Work item: Within the entries below, find the portion that opens with the line containing "middle dip: (968, 1038)" and closes with the line containing "middle mcp: (1134, 1097)". Retype that portion exactly and only.

____________________

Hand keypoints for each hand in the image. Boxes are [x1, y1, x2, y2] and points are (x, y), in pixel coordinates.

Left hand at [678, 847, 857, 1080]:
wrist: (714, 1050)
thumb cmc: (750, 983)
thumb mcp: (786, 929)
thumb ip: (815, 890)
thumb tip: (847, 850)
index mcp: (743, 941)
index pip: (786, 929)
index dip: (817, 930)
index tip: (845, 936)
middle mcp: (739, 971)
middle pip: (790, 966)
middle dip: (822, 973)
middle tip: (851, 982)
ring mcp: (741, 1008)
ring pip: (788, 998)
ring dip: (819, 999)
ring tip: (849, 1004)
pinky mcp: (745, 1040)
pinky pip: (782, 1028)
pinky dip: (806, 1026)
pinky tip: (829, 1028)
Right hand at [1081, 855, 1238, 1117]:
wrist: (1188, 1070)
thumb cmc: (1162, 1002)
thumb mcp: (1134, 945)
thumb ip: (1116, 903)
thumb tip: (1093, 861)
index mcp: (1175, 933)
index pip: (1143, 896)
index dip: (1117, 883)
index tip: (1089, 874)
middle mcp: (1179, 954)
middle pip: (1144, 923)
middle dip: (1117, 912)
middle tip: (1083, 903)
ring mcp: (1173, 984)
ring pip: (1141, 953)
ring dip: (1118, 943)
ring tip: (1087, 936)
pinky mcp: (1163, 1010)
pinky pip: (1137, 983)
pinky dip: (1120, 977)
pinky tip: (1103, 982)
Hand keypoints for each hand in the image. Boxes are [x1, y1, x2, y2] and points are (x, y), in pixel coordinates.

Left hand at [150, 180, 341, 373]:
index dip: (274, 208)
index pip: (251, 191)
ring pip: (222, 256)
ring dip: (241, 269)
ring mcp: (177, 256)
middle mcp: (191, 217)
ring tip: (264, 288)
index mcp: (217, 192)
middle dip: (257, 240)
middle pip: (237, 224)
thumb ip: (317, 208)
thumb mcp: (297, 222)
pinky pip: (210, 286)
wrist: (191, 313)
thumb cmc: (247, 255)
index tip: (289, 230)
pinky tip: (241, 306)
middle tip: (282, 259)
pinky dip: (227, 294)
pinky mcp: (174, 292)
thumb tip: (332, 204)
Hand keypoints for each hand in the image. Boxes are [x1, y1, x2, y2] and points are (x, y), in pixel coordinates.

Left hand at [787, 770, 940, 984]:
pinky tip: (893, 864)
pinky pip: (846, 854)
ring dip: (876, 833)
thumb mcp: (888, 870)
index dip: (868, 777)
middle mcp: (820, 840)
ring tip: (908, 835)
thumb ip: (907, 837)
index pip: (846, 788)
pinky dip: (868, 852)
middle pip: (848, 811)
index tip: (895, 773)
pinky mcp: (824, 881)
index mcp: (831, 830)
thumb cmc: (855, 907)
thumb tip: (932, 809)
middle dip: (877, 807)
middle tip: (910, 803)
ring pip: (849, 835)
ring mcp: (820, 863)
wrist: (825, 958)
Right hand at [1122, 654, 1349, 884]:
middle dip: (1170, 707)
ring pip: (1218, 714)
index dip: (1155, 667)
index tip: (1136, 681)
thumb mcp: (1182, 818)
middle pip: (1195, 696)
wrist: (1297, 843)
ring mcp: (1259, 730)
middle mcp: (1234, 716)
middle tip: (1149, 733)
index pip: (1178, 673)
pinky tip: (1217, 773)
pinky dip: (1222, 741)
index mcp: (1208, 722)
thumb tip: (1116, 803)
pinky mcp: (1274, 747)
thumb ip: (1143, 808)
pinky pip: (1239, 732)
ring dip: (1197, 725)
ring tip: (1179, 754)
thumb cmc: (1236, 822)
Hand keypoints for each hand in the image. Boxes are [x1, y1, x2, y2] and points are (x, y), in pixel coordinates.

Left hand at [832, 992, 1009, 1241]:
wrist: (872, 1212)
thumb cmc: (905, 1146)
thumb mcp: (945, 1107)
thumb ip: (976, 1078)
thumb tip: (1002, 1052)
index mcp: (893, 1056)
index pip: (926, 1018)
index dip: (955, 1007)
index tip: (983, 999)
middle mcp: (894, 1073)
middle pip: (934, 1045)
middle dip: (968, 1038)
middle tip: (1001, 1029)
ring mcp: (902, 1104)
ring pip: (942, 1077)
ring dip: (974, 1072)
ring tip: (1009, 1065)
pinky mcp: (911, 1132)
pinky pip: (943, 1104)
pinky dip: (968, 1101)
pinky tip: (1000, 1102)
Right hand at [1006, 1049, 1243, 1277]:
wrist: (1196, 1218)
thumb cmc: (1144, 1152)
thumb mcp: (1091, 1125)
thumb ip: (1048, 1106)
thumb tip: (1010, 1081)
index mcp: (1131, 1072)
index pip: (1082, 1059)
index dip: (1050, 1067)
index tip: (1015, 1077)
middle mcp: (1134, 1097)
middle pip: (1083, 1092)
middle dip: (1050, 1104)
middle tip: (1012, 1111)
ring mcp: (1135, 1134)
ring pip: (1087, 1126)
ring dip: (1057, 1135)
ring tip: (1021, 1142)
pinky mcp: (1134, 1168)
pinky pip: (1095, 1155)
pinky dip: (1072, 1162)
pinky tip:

____________________

Completed task:
middle dip: (968, 1038)
middle tip: (1001, 1029)
ring mcp: (902, 1104)
ring pip: (942, 1077)
ring dip: (974, 1072)
ring tip: (1009, 1065)
pinky mcp: (911, 1132)
pinky pip: (943, 1104)
pinky dip: (968, 1101)
pinky tip: (1000, 1102)
Right hand at [1006, 1049, 1243, 1277]:
wrist: (1196, 1218)
thumb cmc: (1144, 1152)
thumb mcp: (1091, 1125)
thumb ip: (1048, 1106)
thumb tip: (1010, 1081)
index mcp: (1131, 1072)
index pip: (1082, 1059)
index dip: (1050, 1067)
index tip: (1015, 1077)
middle mcp: (1134, 1097)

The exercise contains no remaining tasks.